The original Death March was not so easy. On April 9, 1942, the Japanese Army forcibly transferred 60,000-80,000 Filipino and American prisoners of WWII, forcing them to march on foot approximately 60-70 miles.
The march was characterized by severe physical abuse and wanton killings, and was later judged by an Allied military commission to be a Japanese war crime. – Wikipedia
Thousands died along the way.
And thousands came out on the morning of March 19 to honor them.
A mix of paved road and sand trail (approximately 20 miles of the latter), the march is akin to a trail race.
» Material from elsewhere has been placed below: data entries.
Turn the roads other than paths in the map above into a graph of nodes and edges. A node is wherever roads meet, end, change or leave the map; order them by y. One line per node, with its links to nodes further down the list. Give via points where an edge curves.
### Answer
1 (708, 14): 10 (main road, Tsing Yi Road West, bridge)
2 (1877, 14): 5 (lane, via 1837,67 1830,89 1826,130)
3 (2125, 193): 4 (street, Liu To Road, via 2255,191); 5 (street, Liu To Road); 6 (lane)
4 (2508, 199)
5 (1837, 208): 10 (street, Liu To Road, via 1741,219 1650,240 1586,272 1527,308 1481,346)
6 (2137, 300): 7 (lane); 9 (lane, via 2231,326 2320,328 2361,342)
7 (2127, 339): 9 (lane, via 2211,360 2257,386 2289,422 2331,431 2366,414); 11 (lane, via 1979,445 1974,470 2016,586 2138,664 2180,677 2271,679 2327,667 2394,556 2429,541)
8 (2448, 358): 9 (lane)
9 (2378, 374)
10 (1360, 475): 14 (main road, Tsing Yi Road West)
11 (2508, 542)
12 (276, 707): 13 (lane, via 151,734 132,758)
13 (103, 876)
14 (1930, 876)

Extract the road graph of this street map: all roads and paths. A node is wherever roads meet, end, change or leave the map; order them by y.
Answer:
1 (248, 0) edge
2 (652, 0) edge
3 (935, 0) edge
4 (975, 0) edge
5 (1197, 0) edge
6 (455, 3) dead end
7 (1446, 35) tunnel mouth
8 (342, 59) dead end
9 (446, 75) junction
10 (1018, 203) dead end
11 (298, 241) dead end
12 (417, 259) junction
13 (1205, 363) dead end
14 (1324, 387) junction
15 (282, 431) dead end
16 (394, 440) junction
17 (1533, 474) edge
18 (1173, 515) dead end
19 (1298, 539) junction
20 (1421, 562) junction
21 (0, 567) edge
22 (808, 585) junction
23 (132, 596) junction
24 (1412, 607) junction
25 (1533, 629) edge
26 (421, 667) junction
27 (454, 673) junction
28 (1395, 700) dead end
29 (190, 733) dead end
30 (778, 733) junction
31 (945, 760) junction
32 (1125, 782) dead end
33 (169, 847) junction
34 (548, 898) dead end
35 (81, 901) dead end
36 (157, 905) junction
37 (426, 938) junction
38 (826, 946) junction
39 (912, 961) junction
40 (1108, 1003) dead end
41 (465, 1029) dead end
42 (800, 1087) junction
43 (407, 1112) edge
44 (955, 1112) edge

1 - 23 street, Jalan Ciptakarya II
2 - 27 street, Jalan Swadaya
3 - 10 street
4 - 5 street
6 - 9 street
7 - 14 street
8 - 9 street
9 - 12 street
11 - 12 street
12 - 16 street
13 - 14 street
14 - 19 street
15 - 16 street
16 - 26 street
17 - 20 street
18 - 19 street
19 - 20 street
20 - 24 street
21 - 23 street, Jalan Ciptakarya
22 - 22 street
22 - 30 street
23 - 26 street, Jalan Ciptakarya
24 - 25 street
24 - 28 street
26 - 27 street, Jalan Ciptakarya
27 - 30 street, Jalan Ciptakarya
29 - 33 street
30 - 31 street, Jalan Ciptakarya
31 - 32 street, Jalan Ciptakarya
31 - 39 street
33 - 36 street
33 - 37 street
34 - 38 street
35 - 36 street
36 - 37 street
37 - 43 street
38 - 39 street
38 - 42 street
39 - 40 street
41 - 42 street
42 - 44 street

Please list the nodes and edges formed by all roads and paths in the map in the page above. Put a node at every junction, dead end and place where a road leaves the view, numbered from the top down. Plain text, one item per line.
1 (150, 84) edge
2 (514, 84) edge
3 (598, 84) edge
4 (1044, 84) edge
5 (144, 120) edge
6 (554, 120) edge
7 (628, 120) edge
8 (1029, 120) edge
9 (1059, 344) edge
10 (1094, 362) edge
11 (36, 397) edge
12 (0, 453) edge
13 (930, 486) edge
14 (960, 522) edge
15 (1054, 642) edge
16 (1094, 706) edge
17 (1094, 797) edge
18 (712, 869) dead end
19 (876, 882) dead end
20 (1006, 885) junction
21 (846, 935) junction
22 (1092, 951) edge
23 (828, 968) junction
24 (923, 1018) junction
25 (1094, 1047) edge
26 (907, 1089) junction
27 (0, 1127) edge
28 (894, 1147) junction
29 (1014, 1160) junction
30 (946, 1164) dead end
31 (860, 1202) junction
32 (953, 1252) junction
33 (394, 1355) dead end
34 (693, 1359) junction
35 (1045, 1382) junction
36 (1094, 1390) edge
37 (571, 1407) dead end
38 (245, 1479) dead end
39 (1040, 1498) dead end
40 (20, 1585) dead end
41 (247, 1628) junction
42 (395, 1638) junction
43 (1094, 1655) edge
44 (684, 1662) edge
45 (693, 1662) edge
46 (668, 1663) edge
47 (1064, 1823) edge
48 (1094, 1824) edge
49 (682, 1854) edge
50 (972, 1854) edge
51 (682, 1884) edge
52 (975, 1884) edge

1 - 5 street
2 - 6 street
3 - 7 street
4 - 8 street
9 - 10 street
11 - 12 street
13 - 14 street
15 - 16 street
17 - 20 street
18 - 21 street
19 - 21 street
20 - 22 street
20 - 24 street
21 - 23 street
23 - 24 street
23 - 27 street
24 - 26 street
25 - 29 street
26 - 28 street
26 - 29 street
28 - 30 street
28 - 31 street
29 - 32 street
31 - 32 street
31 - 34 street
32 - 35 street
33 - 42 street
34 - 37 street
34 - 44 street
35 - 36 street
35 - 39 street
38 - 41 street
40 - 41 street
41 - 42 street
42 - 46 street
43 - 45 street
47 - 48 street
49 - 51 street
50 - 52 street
With high temperatures, deep sand in places, and the majority of participants in full military uniform and/or carrying 35 pounds, it is a slow race. The final finishers in several categories crossed the finish line over 14 hours after beginning, right around the time I was eating dinner and finishing my second glass of wine.
A lover of long distance races, I don’t typically have the “easy day.” But running in the Civilian Light Division, in technical shorts and a t-shirt, and with nothing but my body weight and a small, hand-held water bottle, I am acutely aware that my own 26.2 could not have gotten much easier. I’m reminded of the poem written to commemorate the original, 1942 march and read at the opening ceremony:
We’re the battling bastards of Bataan; No mama, no papa, no Uncle Sam. No aunts, no uncles, no cousins, no nieces; No pills, no planes, no artillery pieces. And nobody gives a damn. Nobody gives a damn. – Frank Hewlett (1942)
The marchers and I can’t go back and change what happened in 1942 but, in our own ways, we can all give a damn.